ACTIVITY:
From the listing below, pull out all lines with "down" in them.

*** Opening GIVEN DATA ***

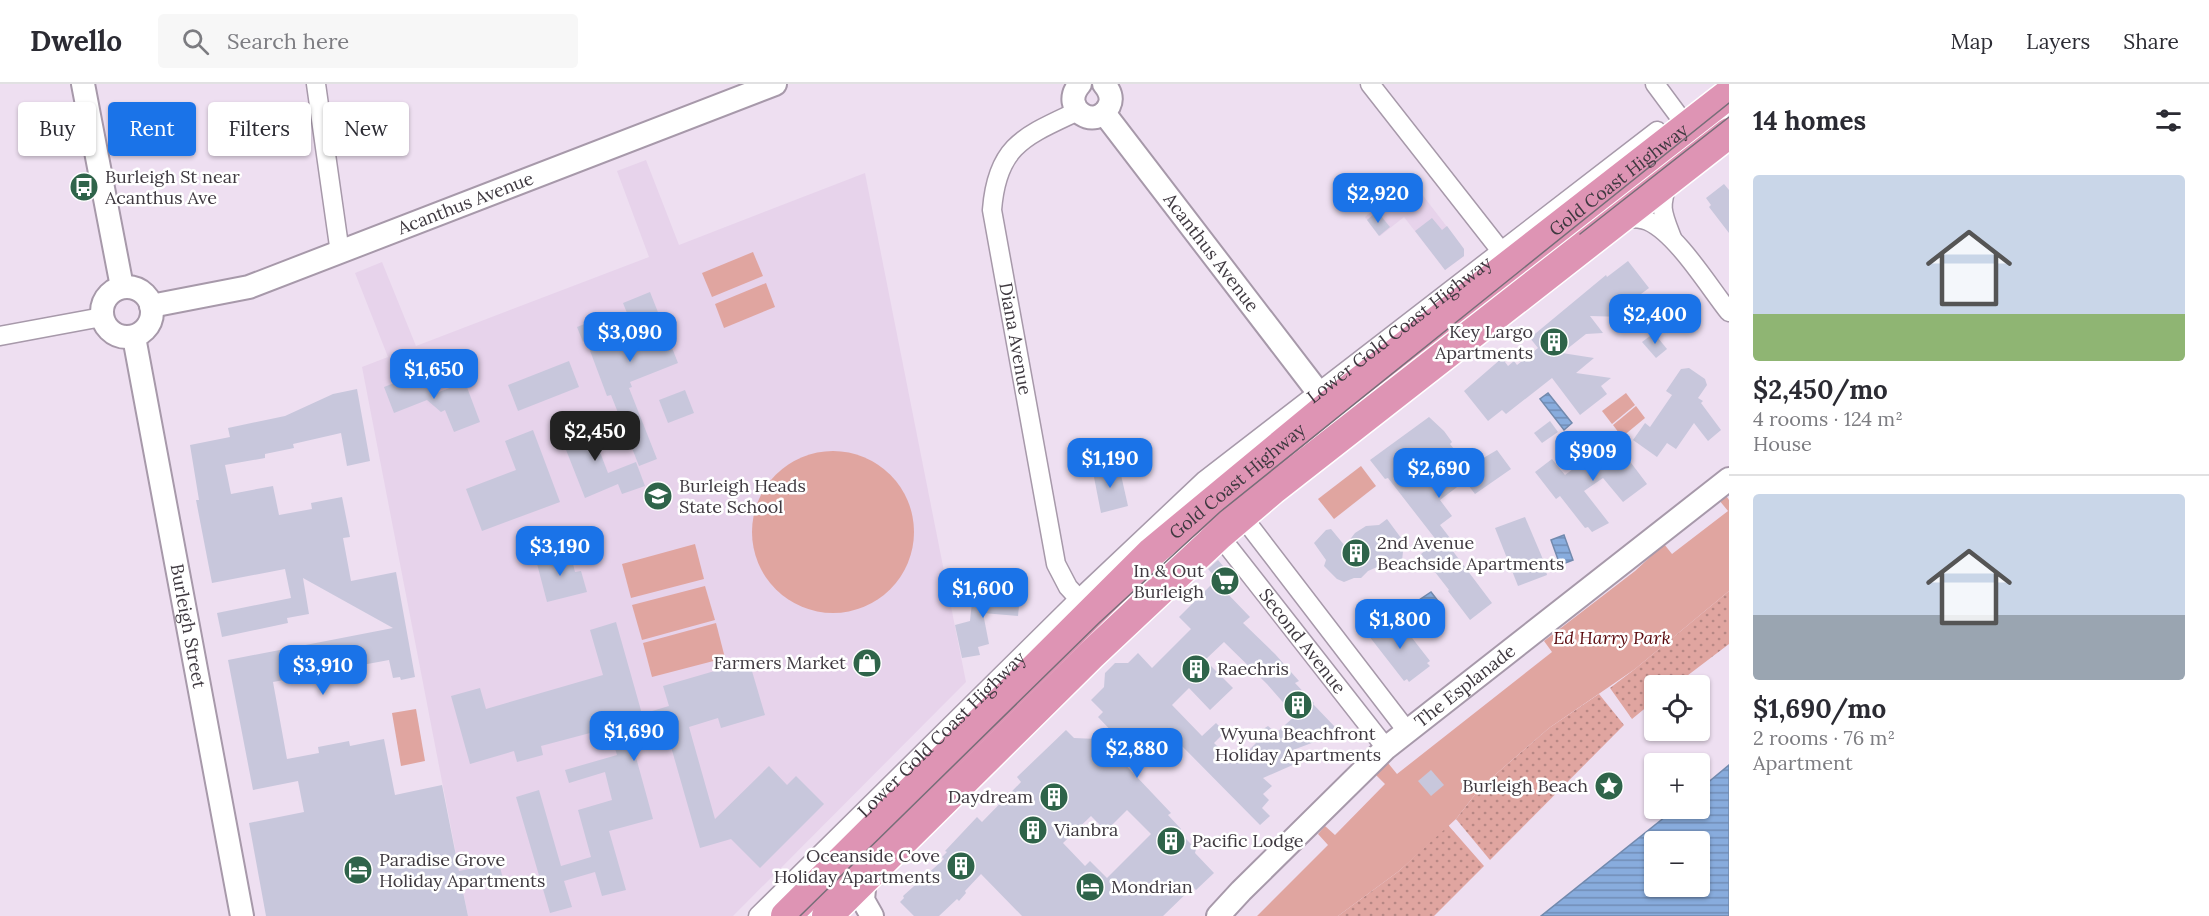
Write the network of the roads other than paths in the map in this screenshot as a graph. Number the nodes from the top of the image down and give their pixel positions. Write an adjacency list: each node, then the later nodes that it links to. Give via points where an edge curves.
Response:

*** Closing GIVEN DATA ***
*** Opening GIVEN DATA ***

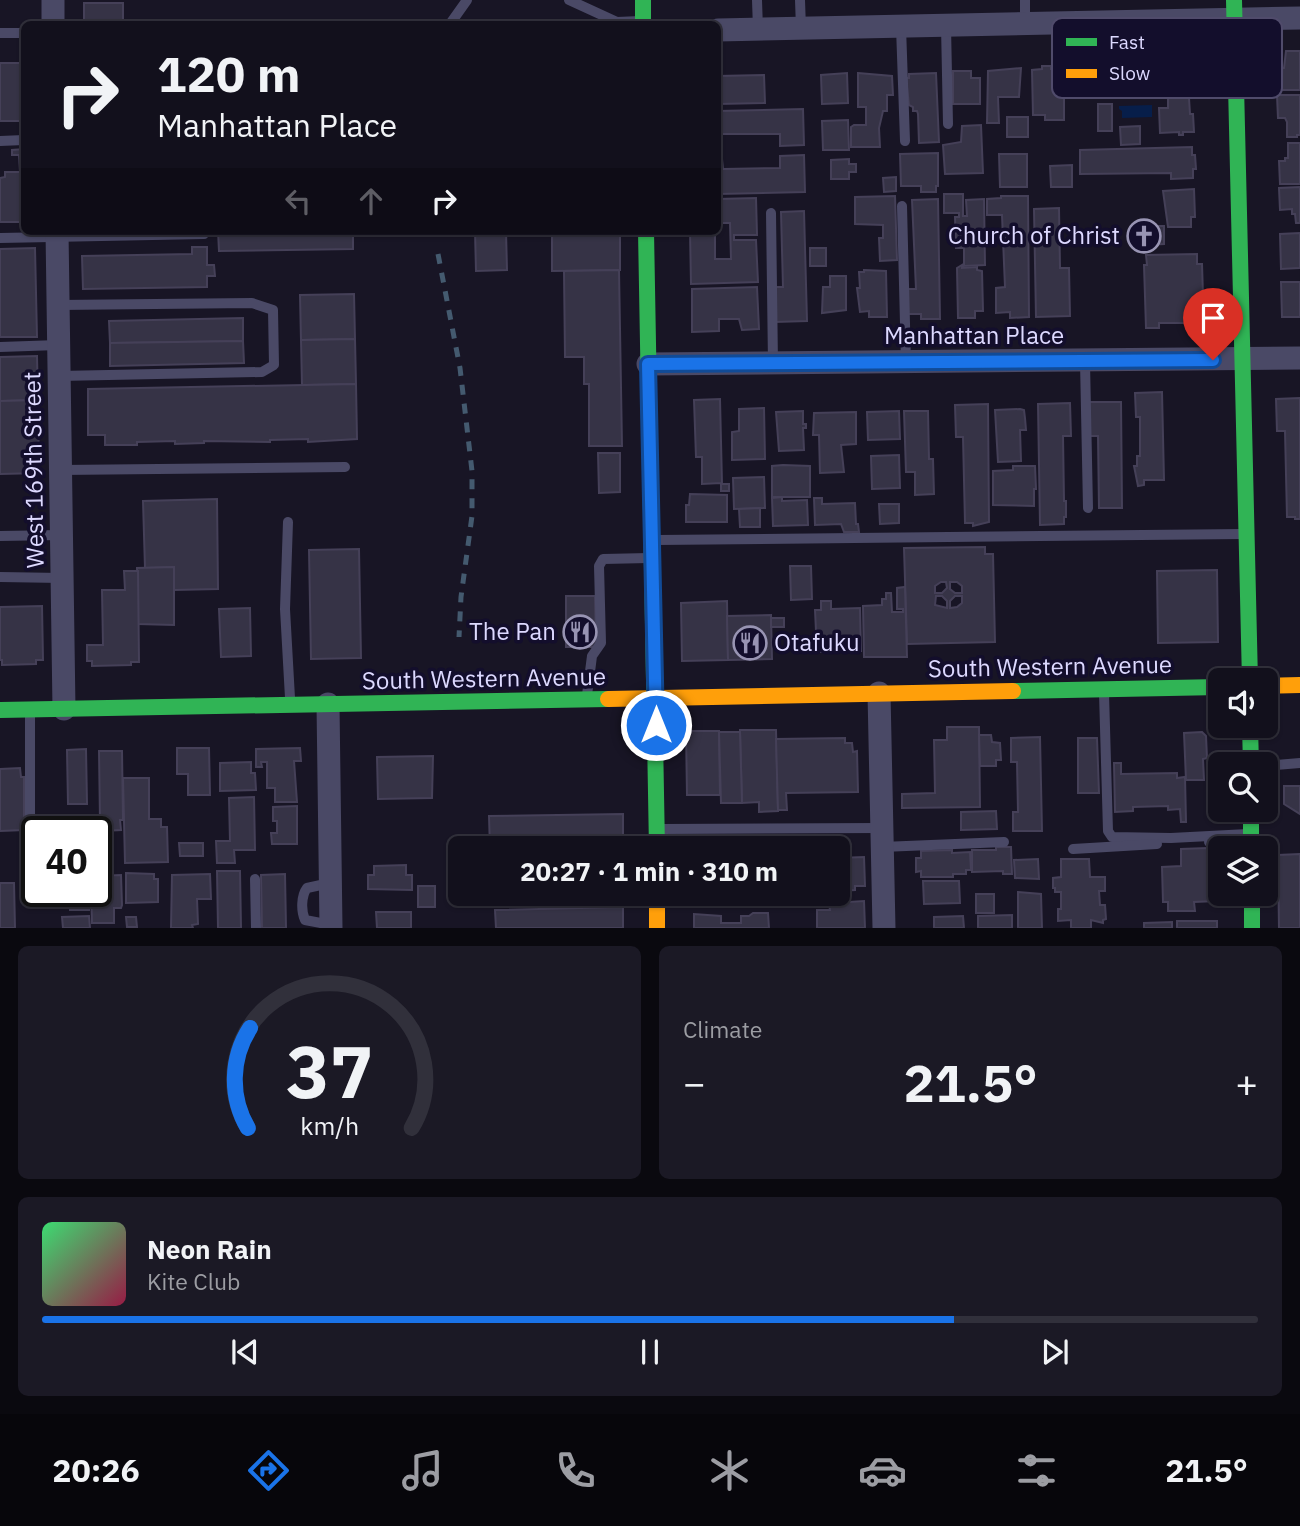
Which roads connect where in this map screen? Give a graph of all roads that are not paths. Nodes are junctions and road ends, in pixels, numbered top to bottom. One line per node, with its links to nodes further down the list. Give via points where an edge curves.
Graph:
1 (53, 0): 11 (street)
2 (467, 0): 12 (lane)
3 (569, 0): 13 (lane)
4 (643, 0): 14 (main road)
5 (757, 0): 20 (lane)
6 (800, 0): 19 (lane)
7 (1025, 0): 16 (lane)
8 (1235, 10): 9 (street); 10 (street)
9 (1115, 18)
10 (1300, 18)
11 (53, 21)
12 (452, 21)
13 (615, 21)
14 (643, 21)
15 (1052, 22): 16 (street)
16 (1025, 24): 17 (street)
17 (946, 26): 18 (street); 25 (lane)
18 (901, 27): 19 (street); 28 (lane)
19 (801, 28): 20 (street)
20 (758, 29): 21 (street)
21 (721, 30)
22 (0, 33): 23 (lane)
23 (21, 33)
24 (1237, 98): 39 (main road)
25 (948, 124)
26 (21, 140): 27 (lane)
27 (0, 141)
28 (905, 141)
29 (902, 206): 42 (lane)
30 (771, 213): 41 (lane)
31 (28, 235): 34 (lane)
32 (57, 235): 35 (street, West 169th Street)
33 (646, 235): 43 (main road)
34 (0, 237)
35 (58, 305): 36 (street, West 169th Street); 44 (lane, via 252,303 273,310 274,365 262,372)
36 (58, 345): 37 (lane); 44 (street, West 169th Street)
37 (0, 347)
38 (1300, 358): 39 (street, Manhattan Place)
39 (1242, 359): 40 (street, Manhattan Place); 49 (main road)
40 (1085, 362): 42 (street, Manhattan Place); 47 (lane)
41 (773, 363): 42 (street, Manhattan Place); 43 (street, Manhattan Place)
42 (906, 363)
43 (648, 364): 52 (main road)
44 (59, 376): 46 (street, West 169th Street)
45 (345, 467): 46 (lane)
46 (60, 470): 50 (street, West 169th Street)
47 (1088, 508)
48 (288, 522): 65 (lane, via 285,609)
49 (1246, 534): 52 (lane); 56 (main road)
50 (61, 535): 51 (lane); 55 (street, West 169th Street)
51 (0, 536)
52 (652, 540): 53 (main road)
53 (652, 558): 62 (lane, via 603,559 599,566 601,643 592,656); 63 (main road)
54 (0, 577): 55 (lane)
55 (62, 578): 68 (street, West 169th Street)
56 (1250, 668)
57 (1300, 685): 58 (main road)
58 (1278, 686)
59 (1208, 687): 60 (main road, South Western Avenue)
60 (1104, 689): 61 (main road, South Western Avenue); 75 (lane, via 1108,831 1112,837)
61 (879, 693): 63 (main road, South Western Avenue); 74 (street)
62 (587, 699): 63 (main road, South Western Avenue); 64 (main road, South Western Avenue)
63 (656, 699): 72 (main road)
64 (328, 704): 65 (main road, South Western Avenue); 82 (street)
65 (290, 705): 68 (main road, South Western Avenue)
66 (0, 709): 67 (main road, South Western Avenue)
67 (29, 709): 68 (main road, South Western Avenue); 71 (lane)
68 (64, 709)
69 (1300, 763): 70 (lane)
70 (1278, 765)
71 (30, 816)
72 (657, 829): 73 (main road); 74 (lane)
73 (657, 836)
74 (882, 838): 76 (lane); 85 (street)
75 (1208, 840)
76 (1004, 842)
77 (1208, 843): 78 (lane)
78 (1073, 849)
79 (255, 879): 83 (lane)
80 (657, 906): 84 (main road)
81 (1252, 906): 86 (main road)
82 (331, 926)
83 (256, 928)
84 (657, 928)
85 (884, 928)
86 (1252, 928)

*** Closing GIVEN DATA ***

ANSWER SPACE:
Write the network of the roads other than paths in the map in this screenshot as a graph. Number the nodes from the top of the image down and give their pixel positions. Write an adjacency list: each node, then the later nodes that it links to. Give via points where an edge curves.
Which roads connect where in this map screen? Give a graph of all roads that are not paths. Nodes are junctions and road ends, in pixels, numbered top to bottom. One line per node, with its links to nodes further down the list. Give via points where an edge curves.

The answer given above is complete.